Une deuxième pétition, lancée le 7 décembre par des psychiatres et des soignants de Seine-Saint-Denis et baptisée "nouvel appel de Bondy", demande un nouveau plan de santé mentale en quinze points "intégrant dans un seul ensemble la psychiatrie et les continuateurs de son action que sont l'action sociale et médico-sociale (les soins et la vie sociale de la personne étant ainsi intégrés dans son contexte de vie)".

Ces demandes s'adressent particulièrement à la commission Couty.

L'hospitalisation sous contrainte doit être "rare et de courte durée" (dix jours maximum), en supprimant toute référence à la dangerosité dans la loi.

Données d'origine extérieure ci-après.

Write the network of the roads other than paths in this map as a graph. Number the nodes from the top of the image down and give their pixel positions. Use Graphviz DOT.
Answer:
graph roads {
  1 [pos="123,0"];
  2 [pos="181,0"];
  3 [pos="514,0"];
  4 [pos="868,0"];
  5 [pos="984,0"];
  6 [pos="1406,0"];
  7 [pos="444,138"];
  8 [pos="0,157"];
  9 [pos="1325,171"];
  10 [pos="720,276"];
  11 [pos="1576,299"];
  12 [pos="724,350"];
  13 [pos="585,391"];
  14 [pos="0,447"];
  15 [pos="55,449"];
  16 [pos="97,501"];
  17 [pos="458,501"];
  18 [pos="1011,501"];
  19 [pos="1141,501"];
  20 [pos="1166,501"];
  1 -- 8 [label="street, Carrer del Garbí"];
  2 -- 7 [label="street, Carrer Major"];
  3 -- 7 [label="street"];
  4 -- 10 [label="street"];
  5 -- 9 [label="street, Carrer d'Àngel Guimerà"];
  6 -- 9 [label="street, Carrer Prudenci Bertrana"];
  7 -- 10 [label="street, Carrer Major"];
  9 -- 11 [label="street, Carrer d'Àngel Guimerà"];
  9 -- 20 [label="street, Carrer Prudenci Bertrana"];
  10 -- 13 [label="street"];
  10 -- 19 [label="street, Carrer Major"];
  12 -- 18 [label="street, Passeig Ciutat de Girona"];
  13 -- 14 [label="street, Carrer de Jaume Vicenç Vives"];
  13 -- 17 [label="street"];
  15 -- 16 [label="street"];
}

Les signataires proposent de "reconvertir dans les 5 ans tous les grands hôpitaux psychiatriques (...) `en soins diversifiés en ville', dont 20 lits par secteur dans des 'cliniques de service public' où seront réunis les lits de 2 à 3 secteurs, chacun disposant d'une équipe mobile d'accueil, assurant ainsi les urgences", de contractualiser avec des psychiatres libéraux et de revaloriser le statut des psychiatres du service public.

Ils demandent la création d'une "Agence régionale de santé mentale" regroupant psychiatrie, action sociale, et médico-sociale et la création d'établissements publics locaux de santé mentale, avec un responsable administratif délégué à chaque secteur pouvant gérer les activités sanitaires, sociales et médico-sociales.

Ils demandent aussi la création d'une spécialisation des infirmiers en psychiatrie, des formations conjointes et la création sans délai d'un "Institut de recherche sur le bilan de 48 ans de la psychiatrie de secteur dans ses liens avec l'action sociale"

Il faut installer des conseils locaux de santé mentale réunissant les acteurs de la cité, soignants, travailleurs sociaux, élus locaux, usagers et familles.

Ce groupe de soignants avait lancé une première pétition en avril 2006, "l'appel de Bondy contre la destruction de la psychiatrie publique et de secteur".